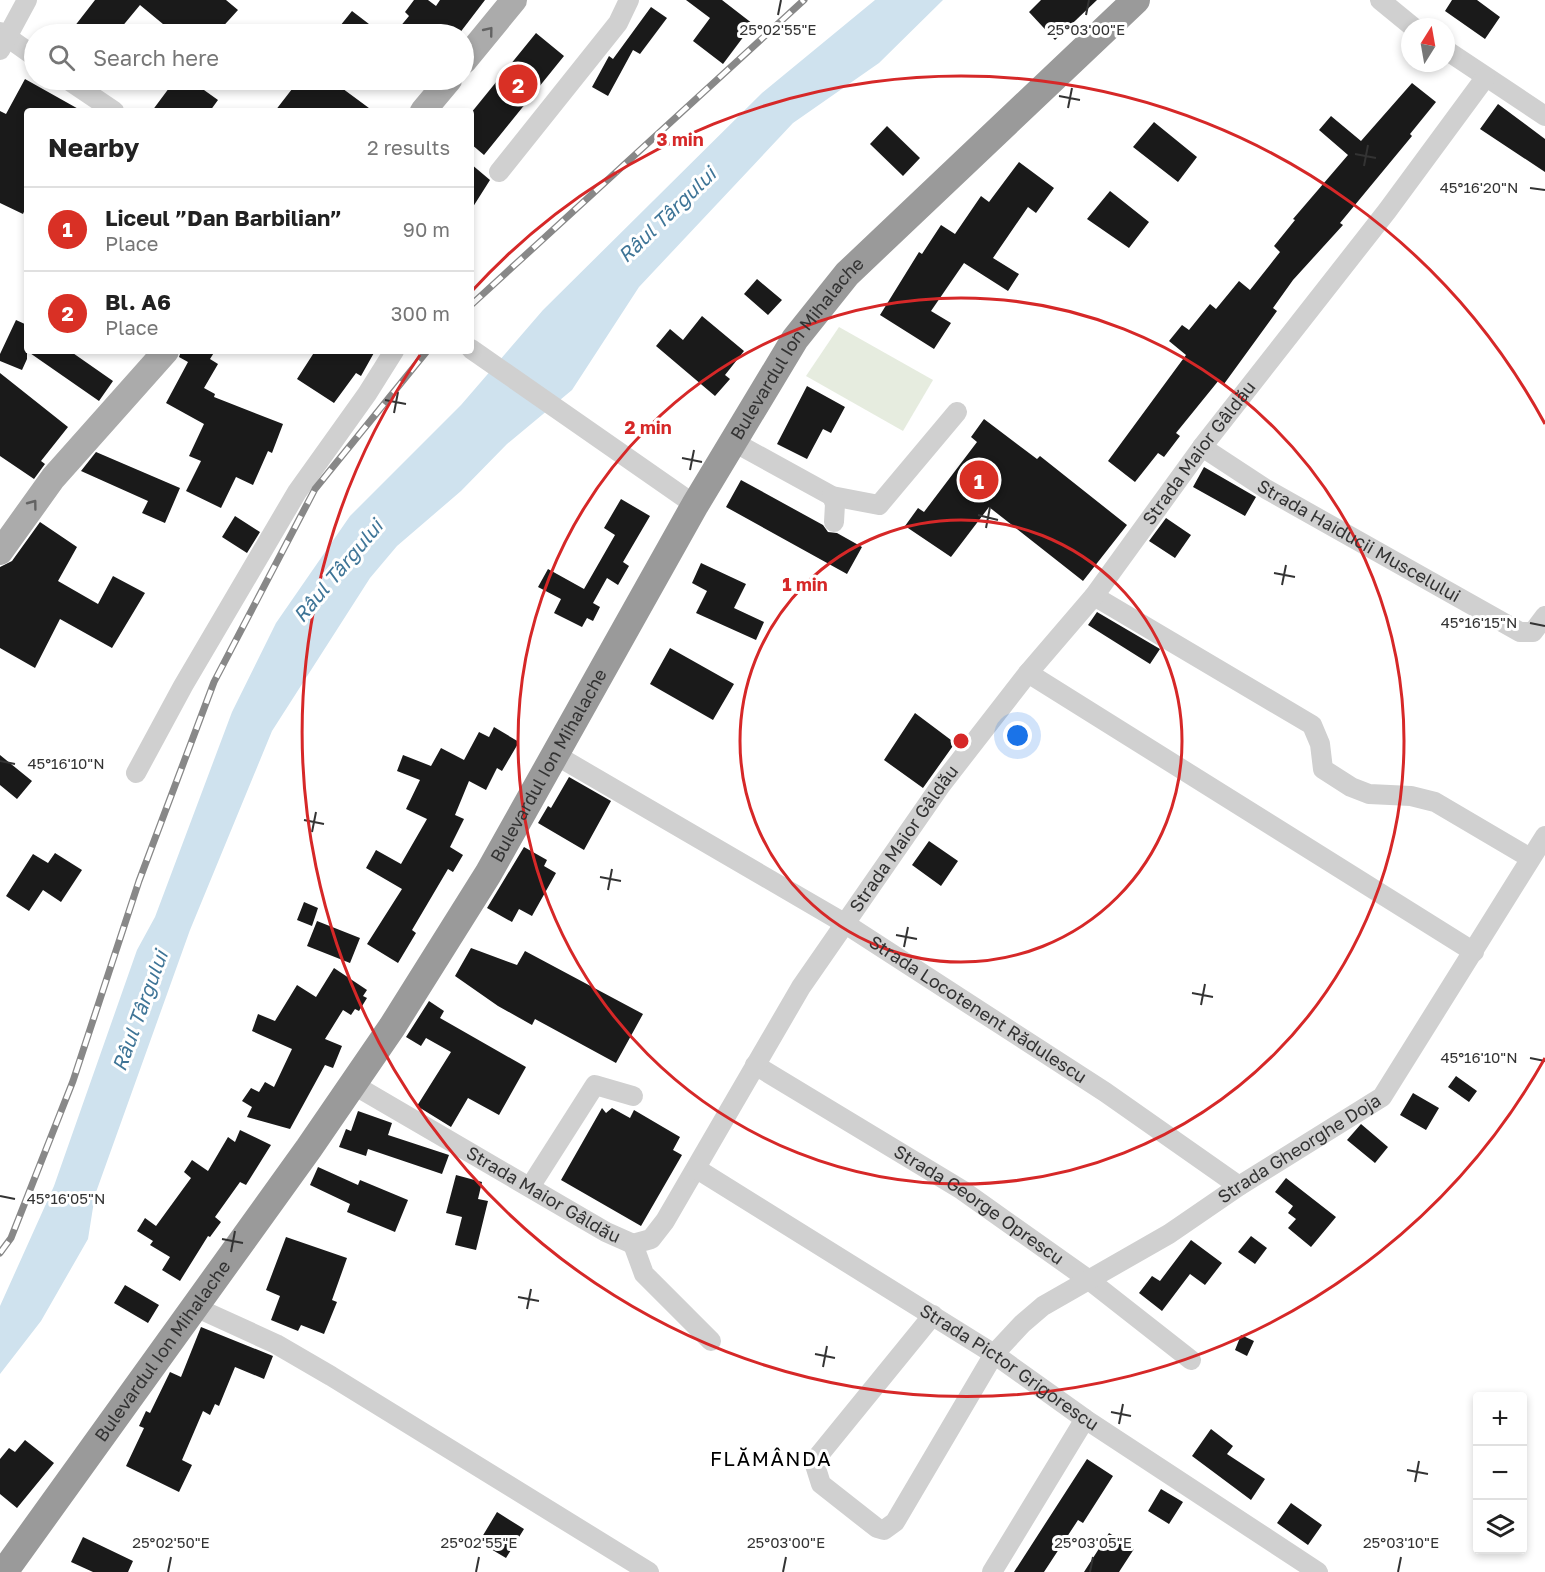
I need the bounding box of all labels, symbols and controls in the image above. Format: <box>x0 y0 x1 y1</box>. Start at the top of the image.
north arrow <box>1401 18 1455 72</box>
text: 25°02'55"E <box>740 20 816 38</box>
text: 25°03'00"E <box>1047 20 1125 38</box>
search box <box>24 24 474 90</box>
one-way arrow <box>481 27 492 38</box>
icon: search <box>45 41 78 74</box>
text: Search here <box>93 44 219 71</box>
pin: 2 <box>498 62 538 106</box>
text: 3 min <box>656 128 704 150</box>
text: Nearby <box>48 132 139 163</box>
text: 2 results <box>367 135 450 159</box>
water label: Râul Târgului <box>612 160 723 268</box>
text: 45°16'20"N <box>1440 178 1518 196</box>
text: Liceul ”Dan Barbilian” <box>105 204 342 231</box>
text: 1 <box>62 217 73 241</box>
text: 90 m <box>403 217 450 241</box>
text: Place <box>105 231 158 255</box>
street label: Bulevardul Ion Mihalache <box>725 252 868 443</box>
text: Bl. A6 <box>105 288 171 315</box>
text: 2 <box>61 301 74 325</box>
text: 300 m <box>391 301 450 325</box>
text: Place <box>105 315 158 339</box>
street label: Strada Maior Gâldău <box>1137 376 1260 529</box>
text: 2 min <box>624 416 672 438</box>
pin: 1 <box>960 458 998 502</box>
street label: Strada Haiducii Muscelului <box>1253 474 1465 606</box>
one-way arrow <box>26 500 37 511</box>
water label: Râul Târgului <box>287 512 390 627</box>
text: 1 min <box>782 573 828 595</box>
text: 45°16'15"N <box>1441 613 1517 631</box>
street label: Bulevardul Ion Mihalache <box>485 664 611 866</box>
your location <box>1003 721 1032 750</box>
centre of rings <box>951 731 971 751</box>
text: 45°16'10"N <box>27 754 105 772</box>
street label: Strada Maior Gâldău <box>844 760 962 916</box>
street label: Strada Locotenent Rădulescu <box>865 930 1091 1087</box>
water label: Râul Târgului <box>106 945 174 1075</box>
text: 45°16'10"N <box>1440 1048 1518 1066</box>
street label: Strada Gheorghe Doja <box>1213 1088 1385 1207</box>
street label: Strada George Oprescu <box>890 1140 1069 1269</box>
street label: Strada Maior Gâldău <box>463 1141 624 1247</box>
text: 45°16'05"N <box>27 1189 105 1207</box>
street label: Bulevardul Ion Mihalache <box>89 1256 235 1446</box>
street label: Strada Pictor Grigorescu <box>916 1299 1103 1435</box>
map controls <box>1473 1392 1527 1554</box>
button: + <box>1473 1392 1527 1446</box>
district label: FLĂMÂNDA <box>710 1446 832 1470</box>
button: − <box>1473 1446 1527 1500</box>
button: layers <box>1473 1500 1527 1554</box>
text: 25°02'50"E <box>132 1533 210 1551</box>
text: 25°02'55"E <box>441 1533 517 1551</box>
text: 25°03'00"E <box>747 1533 825 1551</box>
text: 25°03'05"E <box>1054 1533 1132 1551</box>
text: 25°03'10"E <box>1363 1533 1439 1551</box>

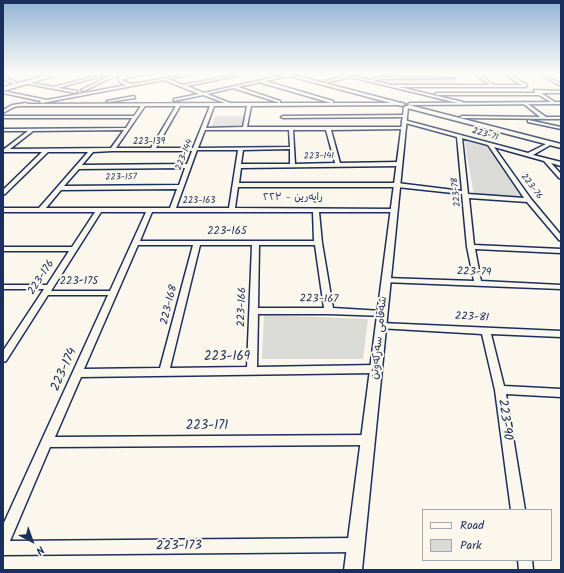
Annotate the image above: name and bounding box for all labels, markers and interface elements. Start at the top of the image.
street label: 223-71 [471,126,499,144]
street label: 223-139 [133,137,165,147]
street label: 223-144 [174,138,196,172]
street label: 223-141 [304,151,334,163]
street label: 223-157 [105,172,137,184]
street label: 223-76 [518,172,544,202]
street label: 223-78 [450,177,464,207]
district label: راپەرین - ٢٢٣ [263,192,323,204]
street label: 223-163 [183,196,215,206]
street label: 223-165 [207,225,247,239]
street label: 223-176 [26,258,58,298]
street label: 223-79 [457,266,491,280]
street label: 223-175 [60,275,98,289]
street label: 223-168 [159,284,181,326]
street label: 223-166 [236,287,250,327]
street label: 223-167 [300,293,338,307]
street label: شەقامی سەرکەوتن [369,296,391,380]
street label: 223-81 [455,311,489,325]
street label: 223-174 [49,346,81,394]
street label: 223-169 [204,350,250,366]
street label: 223-90 [493,398,515,442]
street label: 223-171 [186,419,228,435]
legend [422,509,552,561]
text: Road [460,516,484,535]
north arrow [12,521,52,561]
text: Park [460,536,482,555]
street label: 223-173 [156,539,202,555]
text: N [31,541,48,559]

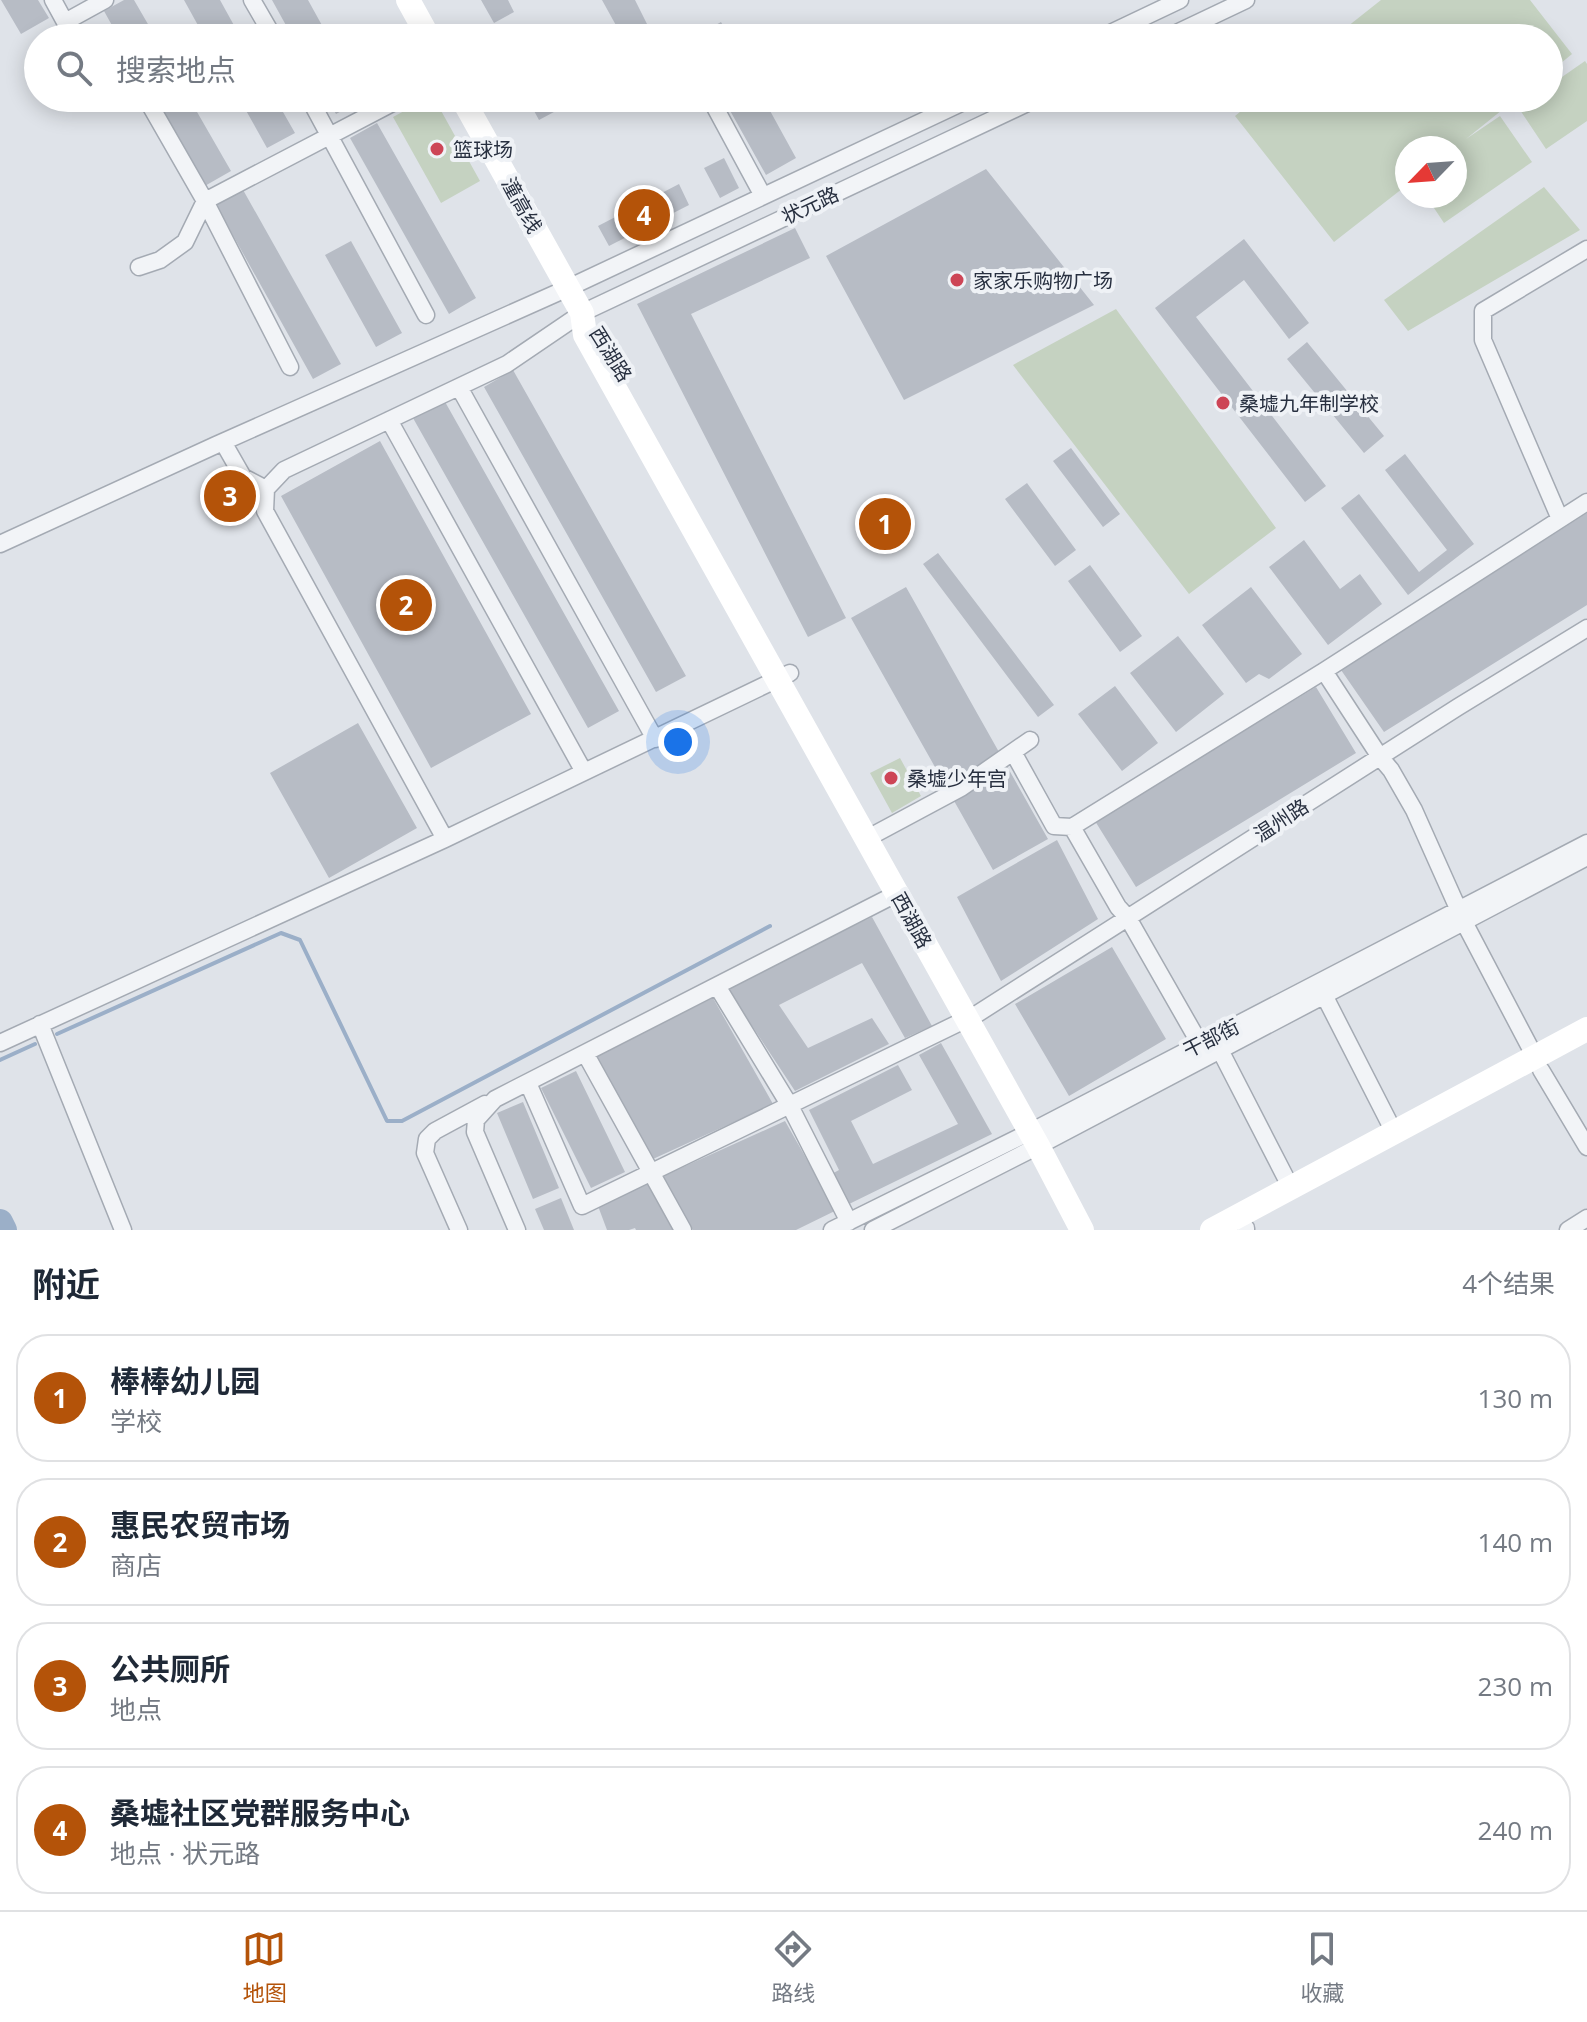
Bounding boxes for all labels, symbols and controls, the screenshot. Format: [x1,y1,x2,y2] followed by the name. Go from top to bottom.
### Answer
[24,24,1563,112] search box
[52,46,96,90] icon: search
[116,49,236,90] text: 搜索地点
[453,136,513,163] place label: 篮球场
[1395,136,1467,208] north arrow
[428,140,446,158] marker: 篮球场
[496,172,548,238] street label: 潼高线
[777,180,843,230] street label: 状元路
[618,185,670,245] pin: 4
[973,267,1113,294] place label: 家家乐购物广场
[948,271,966,289] marker: 家家乐购物广场
[584,321,638,387] street label: 西湖路
[1239,390,1379,417] place label: 桑墟九年制学校
[1214,394,1232,412] marker: 桑墟九年制学校
[204,466,256,526] pin: 3
[859,494,911,554] pin: 1
[380,575,432,635] pin: 2
[658,722,698,762] your location
[907,765,1007,792] place label: 桑墟少年宫
[882,769,900,787] marker: 桑墟少年宫
[1248,792,1314,848] street label: 温州路
[886,887,938,953] street label: 西湖路
[1178,1012,1244,1064] street label: 干部街
[32,1261,100,1307] text: 附近
[1462,1265,1555,1301] text: 4个结果
[110,1360,260,1401] text: 棒棒幼儿园
[53,1380,67,1416] text: 1
[1478,1380,1553,1416] text: 130 m
[110,1403,162,1439] text: 学校
[110,1504,290,1545] text: 惠民农贸市场
[53,1524,67,1560] text: 2
[1478,1524,1553,1560] text: 140 m
[110,1547,162,1583] text: 商店
[110,1648,230,1689] text: 公共厕所
[53,1668,67,1704] text: 3
[1478,1668,1553,1704] text: 230 m
[110,1691,162,1727] text: 地点
[110,1792,410,1833] text: 桑墟社区党群服务中心
[53,1812,67,1848] text: 4
[1478,1812,1553,1848] text: 240 m
[110,1835,260,1871] text: 地点 · 状元路
[242,1927,287,2007] tab: 地图
[771,1927,816,2007] tab: 路线
[1300,1927,1345,2007] tab: 收藏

= = = =

• _EXERCISE REQUIREMENTS_: Only the pictures may be dropped; print every record exactly as given.

• _ANSWER BELOW_:
I need the bounding box of all labels, symbols and controls in the image above. Format: <box>x0 y0 x1 y1</box>. Start at the top of the image.
north arrow <box>1401 18 1455 72</box>
text: 25°02'55"E <box>740 20 816 38</box>
text: 25°03'00"E <box>1047 20 1125 38</box>
search box <box>24 24 474 90</box>
one-way arrow <box>481 27 492 38</box>
icon: search <box>45 41 78 74</box>
text: Search here <box>93 44 219 71</box>
pin: 2 <box>498 62 538 106</box>
text: 3 min <box>656 128 704 150</box>
text: Nearby <box>48 132 139 163</box>
text: 2 results <box>367 135 450 159</box>
water label: Râul Târgului <box>612 160 723 268</box>
text: 45°16'20"N <box>1440 178 1518 196</box>
text: Liceul ”Dan Barbilian” <box>105 204 342 231</box>
text: 1 <box>62 217 73 241</box>
text: 90 m <box>403 217 450 241</box>
text: Place <box>105 231 158 255</box>
street label: Bulevardul Ion Mihalache <box>725 252 868 443</box>
text: Bl. A6 <box>105 288 171 315</box>
text: 2 <box>61 301 74 325</box>
text: 300 m <box>391 301 450 325</box>
text: Place <box>105 315 158 339</box>
street label: Strada Maior Gâldău <box>1137 376 1260 529</box>
text: 2 min <box>624 416 672 438</box>
pin: 1 <box>960 458 998 502</box>
street label: Strada Haiducii Muscelului <box>1253 474 1465 606</box>
one-way arrow <box>26 500 37 511</box>
water label: Râul Târgului <box>287 512 390 627</box>
text: 1 min <box>782 573 828 595</box>
text: 45°16'15"N <box>1441 613 1517 631</box>
street label: Bulevardul Ion Mihalache <box>485 664 611 866</box>
your location <box>1003 721 1032 750</box>
centre of rings <box>951 731 971 751</box>
text: 45°16'10"N <box>27 754 105 772</box>
street label: Strada Maior Gâldău <box>844 760 962 916</box>
street label: Strada Locotenent Rădulescu <box>865 930 1091 1087</box>
water label: Râul Târgului <box>106 945 174 1075</box>
text: 45°16'10"N <box>1440 1048 1518 1066</box>
street label: Strada Gheorghe Doja <box>1213 1088 1385 1207</box>
street label: Strada George Oprescu <box>890 1140 1069 1269</box>
street label: Strada Maior Gâldău <box>463 1141 624 1247</box>
text: 45°16'05"N <box>27 1189 105 1207</box>
street label: Bulevardul Ion Mihalache <box>89 1256 235 1446</box>
street label: Strada Pictor Grigorescu <box>916 1299 1103 1435</box>
map controls <box>1473 1392 1527 1554</box>
button: + <box>1473 1392 1527 1446</box>
district label: FLĂMÂNDA <box>710 1446 832 1470</box>
button: − <box>1473 1446 1527 1500</box>
button: layers <box>1473 1500 1527 1554</box>
text: 25°02'50"E <box>132 1533 210 1551</box>
text: 25°02'55"E <box>441 1533 517 1551</box>
text: 25°03'00"E <box>747 1533 825 1551</box>
text: 25°03'05"E <box>1054 1533 1132 1551</box>
text: 25°03'10"E <box>1363 1533 1439 1551</box>

Annotate the image above: name and bounding box for all labels, markers and interface elements. Start at the top of the image.
street label: 223-71 [471,126,499,144]
street label: 223-139 [133,137,165,147]
street label: 223-144 [174,138,196,172]
street label: 223-141 [304,151,334,163]
street label: 223-157 [105,172,137,184]
street label: 223-76 [518,172,544,202]
street label: 223-78 [450,177,464,207]
district label: راپەرین - ٢٢٣ [263,192,323,204]
street label: 223-163 [183,196,215,206]
street label: 223-165 [207,225,247,239]
street label: 223-176 [26,258,58,298]
street label: 223-79 [457,266,491,280]
street label: 223-175 [60,275,98,289]
street label: 223-168 [159,284,181,326]
street label: 223-166 [236,287,250,327]
street label: 223-167 [300,293,338,307]
street label: شەقامی سەرکەوتن [369,296,391,380]
street label: 223-81 [455,311,489,325]
street label: 223-174 [49,346,81,394]
street label: 223-169 [204,350,250,366]
street label: 223-90 [493,398,515,442]
street label: 223-171 [186,419,228,435]
legend [422,509,552,561]
text: Road [460,516,484,535]
north arrow [12,521,52,561]
text: Park [460,536,482,555]
street label: 223-173 [156,539,202,555]
text: N [31,541,48,559]

Bounding boxes for all labels, symbols and controls, the screenshot. Format: [x1,y1,x2,y2] followed by the name. Go from top to bottom.
### Answer
[24,24,1563,112] search box
[52,46,96,90] icon: search
[116,49,236,90] text: 搜索地点
[453,136,513,163] place label: 篮球场
[1395,136,1467,208] north arrow
[428,140,446,158] marker: 篮球场
[496,172,548,238] street label: 潼高线
[777,180,843,230] street label: 状元路
[618,185,670,245] pin: 4
[973,267,1113,294] place label: 家家乐购物广场
[948,271,966,289] marker: 家家乐购物广场
[584,321,638,387] street label: 西湖路
[1239,390,1379,417] place label: 桑墟九年制学校
[1214,394,1232,412] marker: 桑墟九年制学校
[204,466,256,526] pin: 3
[859,494,911,554] pin: 1
[380,575,432,635] pin: 2
[658,722,698,762] your location
[907,765,1007,792] place label: 桑墟少年宫
[882,769,900,787] marker: 桑墟少年宫
[1248,792,1314,848] street label: 温州路
[886,887,938,953] street label: 西湖路
[1178,1012,1244,1064] street label: 干部街
[32,1261,100,1307] text: 附近
[1462,1265,1555,1301] text: 4个结果
[110,1360,260,1401] text: 棒棒幼儿园
[53,1380,67,1416] text: 1
[1478,1380,1553,1416] text: 130 m
[110,1403,162,1439] text: 学校
[110,1504,290,1545] text: 惠民农贸市场
[53,1524,67,1560] text: 2
[1478,1524,1553,1560] text: 140 m
[110,1547,162,1583] text: 商店
[110,1648,230,1689] text: 公共厕所
[53,1668,67,1704] text: 3
[1478,1668,1553,1704] text: 230 m
[110,1691,162,1727] text: 地点
[110,1792,410,1833] text: 桑墟社区党群服务中心
[53,1812,67,1848] text: 4
[1478,1812,1553,1848] text: 240 m
[110,1835,260,1871] text: 地点 · 状元路
[242,1927,287,2007] tab: 地图
[771,1927,816,2007] tab: 路线
[1300,1927,1345,2007] tab: 收藏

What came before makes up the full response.